In this age of Rose McGowan, E. Jean Carroll, Annie Farmer and Virginia Giuffre, Toufah Jarrow’s sounds maddeningly familiar. But because Toufah’s untried and unconvicted accused rapist was not just a powerful man, but the most powerful man in her home country of The Gambia, she had to face challenges few others ever do. It also means she has a story to tell in her new book, “Toufah: The Woman Who Inspired an Africa #MeToo Movement,” that few will want to put down.

Yahya Jammeh was elected president of The Gambia in September, 1996, five months after Toufah Jarrow, nicknamed Toufah, was born in Soma, 100 km or so upriver from the capital, Banjul. Eighteen years later, after she won a national beauty pageant in the hopes of getting a scholarship that would allow her to study abroad, Jammeh invited her to the presidential palace. It was the day before Ramadan, 2014. She could hear an imam leading prayers just outside the room where Jammeh stormed in, angry that she’d repulsed previous advances, and, Toufah says, he raped her.

Jammeh had offered her a house, and proposed marriage. He had her mother’s house outfitted with indoor plumbing. But after the rape, when Jimbee, the Ghislaine Maxwellian woman who had been shuttling her to Jammeh and attempting to groom her, called her to set up another “appointment,” Toufah realized it was not going to stop. So she fled, evading men in SUVs and sunglasses, listening to the national radio station calling her a whore as she sneaked across the border into Senegal.

The story of the flight might have been written by Le Carré, its telling assisted by Toufah’s co-writer Kim Pittaway, former editor-in-chief of Chatelaine. But it is by no means the most compelling part of this extraordinary book.

“Toufah” is the story of a woman who decided, in spite of the danger of Jammeh’s forces doing her harm wherever she was, to fight back, testifying, inspiring a hashtag – #IAmToufah – that crossed West Africa, starting a foundation to help Gambian women speak out about sexual violence, and ultimately writing this book, published last fall in the US and this week in Canada. All while working in a Toronto call center to pay the bills.

With subject matter like this, you’d expect the book to be worthy, important, but hard-going. You’d be two-thirds right. The same qualities that prompted Toufah to break the barriers she did have allowed her to leave the tale with humor, and a lot more of the good she encountered along the way than the bad that set her on her path.

The term “ally” is bandied around a lot, and in the mouths of virtue-signaling wokebro’s it can get watered down. But Toufah – I use her nickname because it has become a rallying cry in The Gambia and elsewhere – shows us the value of true allies. And she was fortunate enough to have a lot of them, the first of whom was a man in Senegal’s security forces named Omar Topp, who believed her story without question, and introduced her to the chief of police in Senegal’s capital city of Dakar.

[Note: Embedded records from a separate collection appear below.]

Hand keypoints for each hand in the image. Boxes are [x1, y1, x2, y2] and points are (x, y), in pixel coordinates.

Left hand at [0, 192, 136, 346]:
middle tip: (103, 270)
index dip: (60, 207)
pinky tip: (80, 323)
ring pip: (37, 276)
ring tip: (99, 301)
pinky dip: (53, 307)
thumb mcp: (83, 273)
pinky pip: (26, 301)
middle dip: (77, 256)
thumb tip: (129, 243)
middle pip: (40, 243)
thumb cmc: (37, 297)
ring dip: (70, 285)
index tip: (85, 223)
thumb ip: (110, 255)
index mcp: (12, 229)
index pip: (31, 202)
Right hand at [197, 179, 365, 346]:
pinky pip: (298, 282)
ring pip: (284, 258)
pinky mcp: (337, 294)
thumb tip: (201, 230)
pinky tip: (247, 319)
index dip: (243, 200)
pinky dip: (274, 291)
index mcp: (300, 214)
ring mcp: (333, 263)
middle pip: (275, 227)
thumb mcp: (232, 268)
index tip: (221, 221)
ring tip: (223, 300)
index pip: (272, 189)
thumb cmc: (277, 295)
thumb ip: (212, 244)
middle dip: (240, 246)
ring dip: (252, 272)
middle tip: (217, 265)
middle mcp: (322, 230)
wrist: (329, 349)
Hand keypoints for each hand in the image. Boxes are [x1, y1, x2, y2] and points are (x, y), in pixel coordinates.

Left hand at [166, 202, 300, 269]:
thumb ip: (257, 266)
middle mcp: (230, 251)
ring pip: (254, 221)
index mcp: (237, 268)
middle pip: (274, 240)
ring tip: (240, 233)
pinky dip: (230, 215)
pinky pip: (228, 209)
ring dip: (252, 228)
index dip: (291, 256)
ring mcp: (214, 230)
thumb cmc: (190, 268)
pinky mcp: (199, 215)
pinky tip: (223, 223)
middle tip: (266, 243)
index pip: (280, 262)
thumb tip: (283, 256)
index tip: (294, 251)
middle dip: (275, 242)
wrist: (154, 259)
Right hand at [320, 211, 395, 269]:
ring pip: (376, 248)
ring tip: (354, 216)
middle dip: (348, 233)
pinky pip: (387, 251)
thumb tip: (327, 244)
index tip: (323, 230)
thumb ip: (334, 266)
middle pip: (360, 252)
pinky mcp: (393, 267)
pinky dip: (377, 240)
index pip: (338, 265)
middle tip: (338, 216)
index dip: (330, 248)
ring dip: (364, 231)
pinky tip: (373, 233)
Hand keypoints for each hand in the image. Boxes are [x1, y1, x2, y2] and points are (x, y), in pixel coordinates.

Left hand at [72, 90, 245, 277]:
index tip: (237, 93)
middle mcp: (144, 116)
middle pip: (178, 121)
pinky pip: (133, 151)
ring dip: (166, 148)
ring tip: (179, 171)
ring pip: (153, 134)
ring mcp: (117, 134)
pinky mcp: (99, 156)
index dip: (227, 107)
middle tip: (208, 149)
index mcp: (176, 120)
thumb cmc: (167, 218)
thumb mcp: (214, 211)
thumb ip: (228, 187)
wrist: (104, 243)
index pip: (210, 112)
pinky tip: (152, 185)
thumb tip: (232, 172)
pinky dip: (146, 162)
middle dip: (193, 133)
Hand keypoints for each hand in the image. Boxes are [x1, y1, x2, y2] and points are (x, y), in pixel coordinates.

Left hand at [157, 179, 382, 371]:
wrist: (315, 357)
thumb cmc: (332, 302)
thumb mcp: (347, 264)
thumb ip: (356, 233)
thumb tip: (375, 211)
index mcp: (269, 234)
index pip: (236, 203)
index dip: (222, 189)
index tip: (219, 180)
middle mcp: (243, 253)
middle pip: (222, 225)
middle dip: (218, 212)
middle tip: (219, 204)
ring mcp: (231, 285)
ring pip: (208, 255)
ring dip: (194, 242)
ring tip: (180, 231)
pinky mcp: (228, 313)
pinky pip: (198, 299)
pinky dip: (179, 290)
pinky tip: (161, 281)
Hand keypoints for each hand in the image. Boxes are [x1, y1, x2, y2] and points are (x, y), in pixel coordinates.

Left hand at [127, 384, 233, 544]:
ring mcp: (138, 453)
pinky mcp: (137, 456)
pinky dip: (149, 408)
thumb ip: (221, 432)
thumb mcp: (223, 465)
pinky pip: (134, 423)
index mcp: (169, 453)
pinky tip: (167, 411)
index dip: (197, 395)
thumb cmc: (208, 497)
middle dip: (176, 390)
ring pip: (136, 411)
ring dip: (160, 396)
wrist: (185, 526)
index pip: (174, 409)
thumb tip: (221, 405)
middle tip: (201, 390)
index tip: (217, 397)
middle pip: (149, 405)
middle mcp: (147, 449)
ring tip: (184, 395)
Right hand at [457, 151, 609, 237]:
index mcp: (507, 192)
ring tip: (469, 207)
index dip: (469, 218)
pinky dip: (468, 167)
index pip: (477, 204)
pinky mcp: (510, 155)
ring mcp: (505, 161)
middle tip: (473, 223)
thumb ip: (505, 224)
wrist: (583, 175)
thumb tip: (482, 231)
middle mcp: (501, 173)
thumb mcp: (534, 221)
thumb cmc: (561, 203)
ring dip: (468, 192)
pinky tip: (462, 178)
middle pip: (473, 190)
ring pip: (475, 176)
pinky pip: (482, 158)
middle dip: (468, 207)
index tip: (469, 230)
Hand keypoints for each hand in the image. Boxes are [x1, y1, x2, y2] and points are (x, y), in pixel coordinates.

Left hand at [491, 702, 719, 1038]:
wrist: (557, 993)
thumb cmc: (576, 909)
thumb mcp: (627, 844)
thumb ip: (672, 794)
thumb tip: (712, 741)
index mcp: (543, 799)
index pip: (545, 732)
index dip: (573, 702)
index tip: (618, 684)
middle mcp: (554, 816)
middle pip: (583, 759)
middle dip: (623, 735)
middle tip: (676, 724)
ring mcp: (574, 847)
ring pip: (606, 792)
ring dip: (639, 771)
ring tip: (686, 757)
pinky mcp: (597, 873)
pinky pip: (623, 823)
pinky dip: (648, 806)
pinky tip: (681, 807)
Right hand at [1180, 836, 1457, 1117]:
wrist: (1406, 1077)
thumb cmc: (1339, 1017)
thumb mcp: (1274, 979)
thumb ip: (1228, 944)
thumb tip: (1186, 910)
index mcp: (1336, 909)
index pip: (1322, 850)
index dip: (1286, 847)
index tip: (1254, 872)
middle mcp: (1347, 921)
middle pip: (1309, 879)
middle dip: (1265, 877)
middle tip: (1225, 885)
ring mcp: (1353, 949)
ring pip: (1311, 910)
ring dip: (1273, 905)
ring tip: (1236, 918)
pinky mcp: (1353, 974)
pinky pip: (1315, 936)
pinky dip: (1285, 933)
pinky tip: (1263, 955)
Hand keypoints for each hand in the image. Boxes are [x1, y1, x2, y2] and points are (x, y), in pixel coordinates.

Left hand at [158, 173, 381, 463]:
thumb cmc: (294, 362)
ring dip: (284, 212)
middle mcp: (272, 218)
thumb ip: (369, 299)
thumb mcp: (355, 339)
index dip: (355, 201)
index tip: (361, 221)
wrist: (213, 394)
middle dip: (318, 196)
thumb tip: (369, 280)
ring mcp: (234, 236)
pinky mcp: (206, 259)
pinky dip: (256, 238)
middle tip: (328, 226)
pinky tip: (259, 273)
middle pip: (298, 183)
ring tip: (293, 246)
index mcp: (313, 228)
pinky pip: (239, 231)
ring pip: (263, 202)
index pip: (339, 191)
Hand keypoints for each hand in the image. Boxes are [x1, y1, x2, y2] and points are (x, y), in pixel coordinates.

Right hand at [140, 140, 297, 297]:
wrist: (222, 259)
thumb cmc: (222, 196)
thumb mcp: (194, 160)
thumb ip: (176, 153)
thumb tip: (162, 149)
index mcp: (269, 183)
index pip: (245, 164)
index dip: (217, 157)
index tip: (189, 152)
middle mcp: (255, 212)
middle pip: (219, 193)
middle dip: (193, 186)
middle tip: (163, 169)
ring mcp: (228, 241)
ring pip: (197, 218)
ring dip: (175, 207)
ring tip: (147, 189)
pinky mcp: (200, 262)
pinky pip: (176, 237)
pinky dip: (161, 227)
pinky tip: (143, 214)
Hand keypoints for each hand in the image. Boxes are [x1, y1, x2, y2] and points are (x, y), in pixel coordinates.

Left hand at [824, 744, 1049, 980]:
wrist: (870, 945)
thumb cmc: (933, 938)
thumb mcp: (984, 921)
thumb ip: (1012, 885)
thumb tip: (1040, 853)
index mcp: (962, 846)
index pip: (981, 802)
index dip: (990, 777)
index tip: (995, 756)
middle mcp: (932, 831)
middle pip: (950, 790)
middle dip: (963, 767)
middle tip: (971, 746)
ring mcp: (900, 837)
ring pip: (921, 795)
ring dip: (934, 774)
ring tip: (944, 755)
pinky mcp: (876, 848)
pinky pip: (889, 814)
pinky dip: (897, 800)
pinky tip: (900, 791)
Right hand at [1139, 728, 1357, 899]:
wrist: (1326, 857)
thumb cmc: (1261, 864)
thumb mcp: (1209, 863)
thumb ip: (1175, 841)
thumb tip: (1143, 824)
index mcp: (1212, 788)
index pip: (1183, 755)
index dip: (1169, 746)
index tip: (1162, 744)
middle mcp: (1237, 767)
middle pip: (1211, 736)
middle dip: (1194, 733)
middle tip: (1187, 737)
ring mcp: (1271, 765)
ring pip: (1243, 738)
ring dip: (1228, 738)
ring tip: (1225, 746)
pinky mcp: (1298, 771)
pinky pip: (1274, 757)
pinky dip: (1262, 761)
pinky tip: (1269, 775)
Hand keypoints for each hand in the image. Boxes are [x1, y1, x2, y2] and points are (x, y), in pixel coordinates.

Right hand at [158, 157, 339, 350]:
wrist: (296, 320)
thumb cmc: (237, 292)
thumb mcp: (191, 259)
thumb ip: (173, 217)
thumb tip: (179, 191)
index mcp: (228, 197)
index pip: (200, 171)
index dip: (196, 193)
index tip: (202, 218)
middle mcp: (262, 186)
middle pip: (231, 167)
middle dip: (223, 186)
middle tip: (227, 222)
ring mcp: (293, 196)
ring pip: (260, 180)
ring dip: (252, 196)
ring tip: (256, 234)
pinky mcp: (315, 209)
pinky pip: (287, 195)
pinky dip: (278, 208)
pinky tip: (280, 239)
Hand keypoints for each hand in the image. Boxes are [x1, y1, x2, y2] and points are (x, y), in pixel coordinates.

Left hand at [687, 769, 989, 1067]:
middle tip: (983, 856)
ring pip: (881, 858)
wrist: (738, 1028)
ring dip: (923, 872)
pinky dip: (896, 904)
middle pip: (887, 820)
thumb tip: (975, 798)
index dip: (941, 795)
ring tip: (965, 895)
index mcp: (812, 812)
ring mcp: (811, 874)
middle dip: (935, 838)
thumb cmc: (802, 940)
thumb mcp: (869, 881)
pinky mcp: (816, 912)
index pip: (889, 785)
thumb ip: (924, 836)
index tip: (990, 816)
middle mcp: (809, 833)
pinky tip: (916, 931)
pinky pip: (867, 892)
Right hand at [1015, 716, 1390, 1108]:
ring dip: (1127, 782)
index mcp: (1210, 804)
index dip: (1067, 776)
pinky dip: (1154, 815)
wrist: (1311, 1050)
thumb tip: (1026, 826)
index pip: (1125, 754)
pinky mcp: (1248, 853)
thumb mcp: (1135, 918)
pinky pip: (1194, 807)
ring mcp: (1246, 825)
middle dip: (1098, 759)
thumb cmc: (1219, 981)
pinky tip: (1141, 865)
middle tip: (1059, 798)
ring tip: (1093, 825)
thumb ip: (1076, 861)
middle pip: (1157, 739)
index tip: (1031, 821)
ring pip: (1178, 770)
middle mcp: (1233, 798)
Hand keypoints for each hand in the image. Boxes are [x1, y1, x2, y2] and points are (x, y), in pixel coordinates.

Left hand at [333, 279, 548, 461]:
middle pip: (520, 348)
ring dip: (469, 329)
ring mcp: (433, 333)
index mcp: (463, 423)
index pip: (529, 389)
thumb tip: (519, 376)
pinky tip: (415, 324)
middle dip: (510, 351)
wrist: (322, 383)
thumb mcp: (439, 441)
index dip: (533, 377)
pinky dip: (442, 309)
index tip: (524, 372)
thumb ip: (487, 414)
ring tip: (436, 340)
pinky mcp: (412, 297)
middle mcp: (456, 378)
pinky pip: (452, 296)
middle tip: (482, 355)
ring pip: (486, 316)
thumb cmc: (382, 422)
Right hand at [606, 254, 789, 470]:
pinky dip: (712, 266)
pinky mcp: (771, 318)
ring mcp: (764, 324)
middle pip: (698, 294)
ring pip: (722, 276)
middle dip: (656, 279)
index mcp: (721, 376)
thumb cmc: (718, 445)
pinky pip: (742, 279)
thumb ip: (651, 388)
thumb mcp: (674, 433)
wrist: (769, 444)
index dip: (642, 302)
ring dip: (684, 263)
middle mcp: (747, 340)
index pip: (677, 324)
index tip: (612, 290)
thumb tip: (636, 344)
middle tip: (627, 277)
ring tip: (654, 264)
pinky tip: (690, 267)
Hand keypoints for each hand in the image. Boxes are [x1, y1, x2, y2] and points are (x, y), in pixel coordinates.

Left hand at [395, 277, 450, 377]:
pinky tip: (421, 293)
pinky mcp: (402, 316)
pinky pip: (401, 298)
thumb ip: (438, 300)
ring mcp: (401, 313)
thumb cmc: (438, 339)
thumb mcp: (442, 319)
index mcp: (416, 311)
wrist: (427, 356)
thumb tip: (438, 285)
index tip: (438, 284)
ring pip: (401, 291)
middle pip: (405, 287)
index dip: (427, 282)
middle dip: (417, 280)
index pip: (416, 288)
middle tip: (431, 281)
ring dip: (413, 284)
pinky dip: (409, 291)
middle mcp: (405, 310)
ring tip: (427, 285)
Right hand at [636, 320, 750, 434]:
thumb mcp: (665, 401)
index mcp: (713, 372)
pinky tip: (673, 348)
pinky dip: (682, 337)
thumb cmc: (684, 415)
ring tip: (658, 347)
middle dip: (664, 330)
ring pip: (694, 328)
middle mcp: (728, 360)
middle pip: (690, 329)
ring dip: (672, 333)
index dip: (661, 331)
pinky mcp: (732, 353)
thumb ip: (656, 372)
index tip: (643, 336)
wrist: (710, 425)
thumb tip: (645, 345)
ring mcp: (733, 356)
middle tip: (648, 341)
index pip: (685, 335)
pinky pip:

But there was also the unfriendly Canadian diplomat who offered her asylum, unlike the British and others she went to first who ended up rejecting or simply ghosting her. There were friends in Canada, like the ones she calls Anderson and Solomon, who listened, did not interrogate, and expressed simple trust and camaraderie without unnecessary drama or vicarious outrage. And then there were her parents, products of a culture that did not, before Toufah, talk about such things, who chose to believe her and support her in the face of extraordinary social and material pressure not to.

The Gambia – surrounded on three sides by Senegal and one by the Atlantic – is only a little bigger than the GTA, with a population smaller than Toronto’s. Toufah and Pittaway realize readers will most likely not know too much about it, and do a good job of giving us enough facts, background and context to bring us up to speed, without making it a PowerPoint presentation.

Jammeh lost the election in 2016, and is now in exile in Equatorial Guinea, his regime subject to a national truth and reconciliation commission, accused of murder, embezzling hundreds of millions, and several other rapes.

Toufah now splits her time between Toronto, where she has made a life, and The Gambia, where she is not only safe, but a figure of national importance, a woman who spoke out, fought back, and prevailed.